• What the exercise asks:
For this exercise, copy each line of the records that contains the word "solo".

[Collected data]
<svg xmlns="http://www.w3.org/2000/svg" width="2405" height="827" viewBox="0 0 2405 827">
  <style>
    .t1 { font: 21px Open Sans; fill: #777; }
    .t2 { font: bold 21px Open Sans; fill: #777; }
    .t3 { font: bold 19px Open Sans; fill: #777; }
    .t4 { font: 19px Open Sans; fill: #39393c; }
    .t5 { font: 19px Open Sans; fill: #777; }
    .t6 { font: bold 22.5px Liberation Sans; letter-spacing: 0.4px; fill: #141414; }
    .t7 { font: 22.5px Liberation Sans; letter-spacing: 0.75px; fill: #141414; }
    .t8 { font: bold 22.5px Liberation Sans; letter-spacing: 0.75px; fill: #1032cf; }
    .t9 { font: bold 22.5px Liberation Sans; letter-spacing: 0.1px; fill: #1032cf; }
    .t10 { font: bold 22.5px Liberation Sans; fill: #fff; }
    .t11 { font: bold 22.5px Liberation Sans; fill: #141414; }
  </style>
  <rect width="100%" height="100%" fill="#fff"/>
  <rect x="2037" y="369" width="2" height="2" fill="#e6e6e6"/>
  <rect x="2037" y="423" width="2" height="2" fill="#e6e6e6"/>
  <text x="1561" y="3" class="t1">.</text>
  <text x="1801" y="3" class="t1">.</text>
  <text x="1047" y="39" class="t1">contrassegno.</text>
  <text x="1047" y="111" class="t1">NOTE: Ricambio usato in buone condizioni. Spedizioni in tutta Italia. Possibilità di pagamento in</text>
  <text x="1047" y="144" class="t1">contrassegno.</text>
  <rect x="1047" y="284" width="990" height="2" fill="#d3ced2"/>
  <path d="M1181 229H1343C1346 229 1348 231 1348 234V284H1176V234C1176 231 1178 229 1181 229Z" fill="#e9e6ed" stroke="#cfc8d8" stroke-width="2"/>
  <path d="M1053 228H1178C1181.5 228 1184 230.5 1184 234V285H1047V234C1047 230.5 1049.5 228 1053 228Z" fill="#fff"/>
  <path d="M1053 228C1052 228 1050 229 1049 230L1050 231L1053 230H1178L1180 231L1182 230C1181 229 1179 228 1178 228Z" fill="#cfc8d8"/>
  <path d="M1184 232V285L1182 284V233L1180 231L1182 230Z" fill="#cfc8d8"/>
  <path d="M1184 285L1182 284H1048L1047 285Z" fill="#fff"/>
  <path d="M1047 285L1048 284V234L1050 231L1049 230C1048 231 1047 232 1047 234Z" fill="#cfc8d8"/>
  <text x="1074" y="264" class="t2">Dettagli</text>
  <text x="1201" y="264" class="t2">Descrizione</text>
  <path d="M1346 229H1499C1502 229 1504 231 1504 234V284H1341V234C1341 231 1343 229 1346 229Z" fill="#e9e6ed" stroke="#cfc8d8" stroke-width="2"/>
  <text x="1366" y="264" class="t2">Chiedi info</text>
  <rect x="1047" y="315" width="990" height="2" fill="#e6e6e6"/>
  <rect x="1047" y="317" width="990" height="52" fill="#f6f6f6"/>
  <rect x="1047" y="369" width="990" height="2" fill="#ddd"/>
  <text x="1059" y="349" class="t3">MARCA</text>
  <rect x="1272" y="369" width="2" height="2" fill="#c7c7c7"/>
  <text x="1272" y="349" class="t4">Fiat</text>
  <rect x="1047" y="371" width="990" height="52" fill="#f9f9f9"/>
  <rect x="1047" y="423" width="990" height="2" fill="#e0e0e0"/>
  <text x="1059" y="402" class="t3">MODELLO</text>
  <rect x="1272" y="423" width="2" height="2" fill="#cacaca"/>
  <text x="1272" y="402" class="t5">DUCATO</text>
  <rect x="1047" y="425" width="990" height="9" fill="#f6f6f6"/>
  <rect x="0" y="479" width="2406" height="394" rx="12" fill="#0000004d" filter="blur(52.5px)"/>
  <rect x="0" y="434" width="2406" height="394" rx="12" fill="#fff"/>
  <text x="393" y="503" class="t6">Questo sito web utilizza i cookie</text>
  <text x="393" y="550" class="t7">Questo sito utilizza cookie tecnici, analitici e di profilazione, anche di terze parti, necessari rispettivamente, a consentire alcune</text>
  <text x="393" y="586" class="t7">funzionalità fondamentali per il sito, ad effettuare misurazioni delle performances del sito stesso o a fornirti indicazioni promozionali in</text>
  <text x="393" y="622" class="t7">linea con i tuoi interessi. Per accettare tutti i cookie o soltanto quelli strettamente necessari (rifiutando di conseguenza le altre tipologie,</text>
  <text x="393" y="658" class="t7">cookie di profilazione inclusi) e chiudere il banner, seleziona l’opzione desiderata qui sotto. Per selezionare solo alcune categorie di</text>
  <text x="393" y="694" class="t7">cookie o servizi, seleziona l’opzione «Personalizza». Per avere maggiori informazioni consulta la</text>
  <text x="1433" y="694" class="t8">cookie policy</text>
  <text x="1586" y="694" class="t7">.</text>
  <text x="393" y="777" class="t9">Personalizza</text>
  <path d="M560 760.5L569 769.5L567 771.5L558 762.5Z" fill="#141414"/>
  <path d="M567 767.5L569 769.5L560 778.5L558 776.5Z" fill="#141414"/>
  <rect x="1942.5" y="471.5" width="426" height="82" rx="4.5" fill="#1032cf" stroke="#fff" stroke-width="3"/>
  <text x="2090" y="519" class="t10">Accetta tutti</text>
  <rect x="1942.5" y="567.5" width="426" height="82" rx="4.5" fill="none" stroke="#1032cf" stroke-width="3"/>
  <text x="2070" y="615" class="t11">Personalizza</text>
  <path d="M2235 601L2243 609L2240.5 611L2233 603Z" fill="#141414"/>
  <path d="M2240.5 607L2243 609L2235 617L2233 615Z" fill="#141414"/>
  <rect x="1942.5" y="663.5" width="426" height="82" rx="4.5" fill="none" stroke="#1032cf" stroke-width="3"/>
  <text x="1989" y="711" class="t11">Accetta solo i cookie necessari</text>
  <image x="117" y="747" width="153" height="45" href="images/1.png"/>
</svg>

• Your solution:
  <text x="393" y="658" class="t7">cookie di profilazione inclusi) e chiudere il banner, seleziona l’opzione desiderata qui sotto. Per selezionare solo alcune categorie di</text>
  <text x="1989" y="711" class="t11">Accetta solo i cookie necessari</text>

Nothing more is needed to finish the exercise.